Those Dancing Days @ Barfly, September 25, 2008












Why?
First, an apology. On my Scroobius Pip review, I stated that Jon Hillcock’s Saturday night show was the only thing worth listening to on the increasingly rubbish XFM. In fact, John Kennedy’s Exposure (Monday-Thursday), where I first heard Those Dancing Days, is also a great show, focussing on new music. There’s a theme here- by day, XFM is bobbins; by night, is it actually very good.

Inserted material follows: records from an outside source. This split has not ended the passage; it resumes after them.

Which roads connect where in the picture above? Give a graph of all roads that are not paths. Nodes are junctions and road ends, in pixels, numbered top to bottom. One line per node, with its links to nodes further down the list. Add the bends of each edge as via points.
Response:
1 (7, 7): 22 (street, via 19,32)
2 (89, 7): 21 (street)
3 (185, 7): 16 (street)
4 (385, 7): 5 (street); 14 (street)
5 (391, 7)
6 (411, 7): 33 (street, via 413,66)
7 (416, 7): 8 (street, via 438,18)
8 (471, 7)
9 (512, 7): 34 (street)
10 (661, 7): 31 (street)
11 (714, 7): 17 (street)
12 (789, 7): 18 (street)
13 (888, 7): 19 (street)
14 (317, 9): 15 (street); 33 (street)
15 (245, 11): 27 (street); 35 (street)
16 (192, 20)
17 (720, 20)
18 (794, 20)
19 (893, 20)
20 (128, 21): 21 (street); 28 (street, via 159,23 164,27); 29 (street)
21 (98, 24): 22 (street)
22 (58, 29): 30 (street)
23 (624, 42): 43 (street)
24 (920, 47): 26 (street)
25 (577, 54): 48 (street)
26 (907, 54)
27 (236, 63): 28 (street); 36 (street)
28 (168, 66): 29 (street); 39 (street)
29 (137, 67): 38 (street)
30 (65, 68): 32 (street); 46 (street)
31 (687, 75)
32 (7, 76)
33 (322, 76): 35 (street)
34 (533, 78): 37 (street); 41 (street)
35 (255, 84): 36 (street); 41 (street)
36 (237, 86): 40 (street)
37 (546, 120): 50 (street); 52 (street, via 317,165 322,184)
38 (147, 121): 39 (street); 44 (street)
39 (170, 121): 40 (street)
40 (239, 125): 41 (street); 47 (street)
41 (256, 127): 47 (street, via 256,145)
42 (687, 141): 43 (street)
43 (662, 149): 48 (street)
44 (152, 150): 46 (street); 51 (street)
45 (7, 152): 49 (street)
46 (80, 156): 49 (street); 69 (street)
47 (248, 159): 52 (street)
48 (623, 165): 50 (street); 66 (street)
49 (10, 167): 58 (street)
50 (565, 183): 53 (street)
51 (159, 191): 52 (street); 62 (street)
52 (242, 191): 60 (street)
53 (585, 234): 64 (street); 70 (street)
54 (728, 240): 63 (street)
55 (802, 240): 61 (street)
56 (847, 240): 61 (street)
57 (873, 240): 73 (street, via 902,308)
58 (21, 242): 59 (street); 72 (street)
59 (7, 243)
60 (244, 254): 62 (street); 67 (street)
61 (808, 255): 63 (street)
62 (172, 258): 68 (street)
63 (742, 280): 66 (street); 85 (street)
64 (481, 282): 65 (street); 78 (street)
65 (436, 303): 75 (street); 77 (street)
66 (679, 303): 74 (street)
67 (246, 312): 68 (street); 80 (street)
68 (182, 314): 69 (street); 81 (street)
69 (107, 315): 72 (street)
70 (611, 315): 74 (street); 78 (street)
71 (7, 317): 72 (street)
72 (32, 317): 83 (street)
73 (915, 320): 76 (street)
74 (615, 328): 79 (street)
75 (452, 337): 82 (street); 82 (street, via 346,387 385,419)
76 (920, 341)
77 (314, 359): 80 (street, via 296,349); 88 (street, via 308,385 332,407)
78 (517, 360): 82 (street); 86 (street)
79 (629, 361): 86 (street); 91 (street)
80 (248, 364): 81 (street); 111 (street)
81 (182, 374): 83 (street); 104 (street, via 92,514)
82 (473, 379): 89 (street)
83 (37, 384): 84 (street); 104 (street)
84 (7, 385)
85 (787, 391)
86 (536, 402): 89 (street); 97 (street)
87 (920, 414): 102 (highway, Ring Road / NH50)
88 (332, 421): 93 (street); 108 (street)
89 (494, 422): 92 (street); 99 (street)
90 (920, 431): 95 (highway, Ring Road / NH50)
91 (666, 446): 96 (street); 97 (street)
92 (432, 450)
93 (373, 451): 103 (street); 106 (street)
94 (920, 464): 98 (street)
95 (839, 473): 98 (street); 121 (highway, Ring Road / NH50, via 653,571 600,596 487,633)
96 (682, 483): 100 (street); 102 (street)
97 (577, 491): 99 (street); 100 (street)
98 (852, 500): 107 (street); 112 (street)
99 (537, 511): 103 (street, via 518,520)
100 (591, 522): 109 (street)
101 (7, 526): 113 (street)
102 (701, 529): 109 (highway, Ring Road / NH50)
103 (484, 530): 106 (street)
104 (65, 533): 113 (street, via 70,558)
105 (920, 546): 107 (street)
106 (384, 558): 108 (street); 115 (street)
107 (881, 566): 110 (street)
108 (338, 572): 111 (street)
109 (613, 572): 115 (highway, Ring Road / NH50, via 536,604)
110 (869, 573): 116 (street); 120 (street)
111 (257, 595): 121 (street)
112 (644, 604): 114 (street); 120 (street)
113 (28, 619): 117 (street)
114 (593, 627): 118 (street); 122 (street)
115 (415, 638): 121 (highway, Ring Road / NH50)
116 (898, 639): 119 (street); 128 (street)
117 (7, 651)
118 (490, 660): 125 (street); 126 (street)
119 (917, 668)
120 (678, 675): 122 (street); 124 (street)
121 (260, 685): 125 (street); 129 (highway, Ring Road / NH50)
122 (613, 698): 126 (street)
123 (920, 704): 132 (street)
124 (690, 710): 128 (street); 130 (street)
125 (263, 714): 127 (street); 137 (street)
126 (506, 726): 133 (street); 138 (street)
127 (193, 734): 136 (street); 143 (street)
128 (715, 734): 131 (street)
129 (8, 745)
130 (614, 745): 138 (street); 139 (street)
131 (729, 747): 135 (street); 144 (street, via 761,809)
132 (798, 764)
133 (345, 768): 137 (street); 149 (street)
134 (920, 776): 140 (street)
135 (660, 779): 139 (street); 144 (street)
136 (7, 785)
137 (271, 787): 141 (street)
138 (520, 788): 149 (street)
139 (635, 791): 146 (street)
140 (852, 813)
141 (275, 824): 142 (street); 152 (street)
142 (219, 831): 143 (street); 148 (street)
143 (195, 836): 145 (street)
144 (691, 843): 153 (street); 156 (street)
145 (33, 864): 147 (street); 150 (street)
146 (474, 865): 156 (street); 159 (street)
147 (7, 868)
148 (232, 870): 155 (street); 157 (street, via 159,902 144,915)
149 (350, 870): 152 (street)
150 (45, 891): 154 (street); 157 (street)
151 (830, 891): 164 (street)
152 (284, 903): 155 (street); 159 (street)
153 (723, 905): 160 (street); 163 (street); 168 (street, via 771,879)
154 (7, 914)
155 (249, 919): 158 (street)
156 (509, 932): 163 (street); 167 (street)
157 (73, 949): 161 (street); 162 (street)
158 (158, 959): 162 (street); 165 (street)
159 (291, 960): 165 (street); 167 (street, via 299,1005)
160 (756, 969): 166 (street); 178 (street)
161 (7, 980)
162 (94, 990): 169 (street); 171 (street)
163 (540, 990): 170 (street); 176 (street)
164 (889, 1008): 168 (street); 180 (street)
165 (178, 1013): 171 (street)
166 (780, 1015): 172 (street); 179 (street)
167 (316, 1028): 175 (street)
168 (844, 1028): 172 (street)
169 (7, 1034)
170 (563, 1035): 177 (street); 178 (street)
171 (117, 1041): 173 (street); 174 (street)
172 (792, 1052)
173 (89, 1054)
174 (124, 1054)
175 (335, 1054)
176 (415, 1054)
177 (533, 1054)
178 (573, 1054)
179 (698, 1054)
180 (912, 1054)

And since we’re talking themes, here’s another: I am a fan of Swedish pop, it turns out. Somewhat inadvertently, this is the third Swedish pop band I have seen this year. And someone high up in the musicosphere meant for this to happen, because Scandinavian pop bands are being shipped over to London with intentional regularity- Lykke Li, The Shout Out Louds, Ida Maria, and now this lot. And they are all very good, really, so well done whoever is behind this. It might also be some kind of Darwinian musical selection too... a kind of inevitable musical osmosis flowing across the North Sea...as there is something very (naturally) cool about these bands (no pun intended). In fact, some in the fashion world have being saying it for years- when it comes to style; Scandinavia has got the rest of Europe licked.

The Venue
The Camden Barfly is a venue of two halves. Atmospherically, it is excellent. The downstairs bar is rarely packed, meaning that the gig space upstairs always comes as a bit of a surprise. You walk into what seems like a back room, up some grubby stairs framed in exposed brick, and into a dark, musty, small gig space, fit for a couple of hundred at most. So far, so Camden. But for a venue that promises so much, I have never been anything but disappointed by the quality of sound at the Barfly. And once again, they cocked it up. The drums were too loud, and the synth keyboard and vocals (the two most crucial elements of Those Dancing Days) weren’t loud enough. There’s an argument that with small, atmospheric venues, shit acoustics go with the turf, but I don’t buy it. The Camden Barlfy is lazy: too self-satisfied with being a bit of a Camden institution to make sure the fundamentals are right.

What they look like
Very young. The guitarist could have been 14. They look a bit like a higgledy piggeldy bunch of geeky art foundation students. Excuse the horribleness, but for all the promise of being an all-girl group from Stockholm, they are not an obviously attractive bunch, which is quite nice actually- if they were stunners that would become their gimmick, rather than the music. The lead singer, Linnea, stood out stylistically, with a pencil skirt and a tied-up baggy shirt, which made her look something like a glamorous diner waitress. 80s US bowling alley chic, perhaps, which suits the music. There was something latterday about the way she moved too, posturing her body diagonally and arcing her neck towards the mic like one of the Supremes, clenching her fists and swinging her arms.

What they sound like
Linnea’s voice is full of squelchy melodrama, and makes the whole sound anchored in pop. There is a kind of knowingly trashy romanticism about it, with lots of warbling and accidentals- the closest match is Mutya Buena, weirdly. There is a New Jersey twang to her voice too, that kind of sugary female vocal that you get with the Long Blondes and even Kate Pierson from the B-52s. The music rides with the sound of her voice, in soppy cacophony. It’s teenage crush music, sooped-up by superb drums that maintains the tempo and intensity of the vocals with lots of fills and rolls (a bit like the Go! Team). The fairground synths carry a lot of the songs, making them sound like a poppy version of Clap Your Hands Say Yeah.

Conclsion
Excellent, if only a little spoiled by the rubbish sound. There is something distinctively teenage about Those Dancing Days, not only because they all look about 17, but carried in the music too. Hitten is a pining love song, Run Run is an excitable and naive, and the self-titled track is full of pubescent, joyous release. They make you feel nostalgic and soppy. Gawd, they actually make you feel like you are reliving those dancing days. They make you feel like a teenager. And that, my friends, is a good thing. Top pop.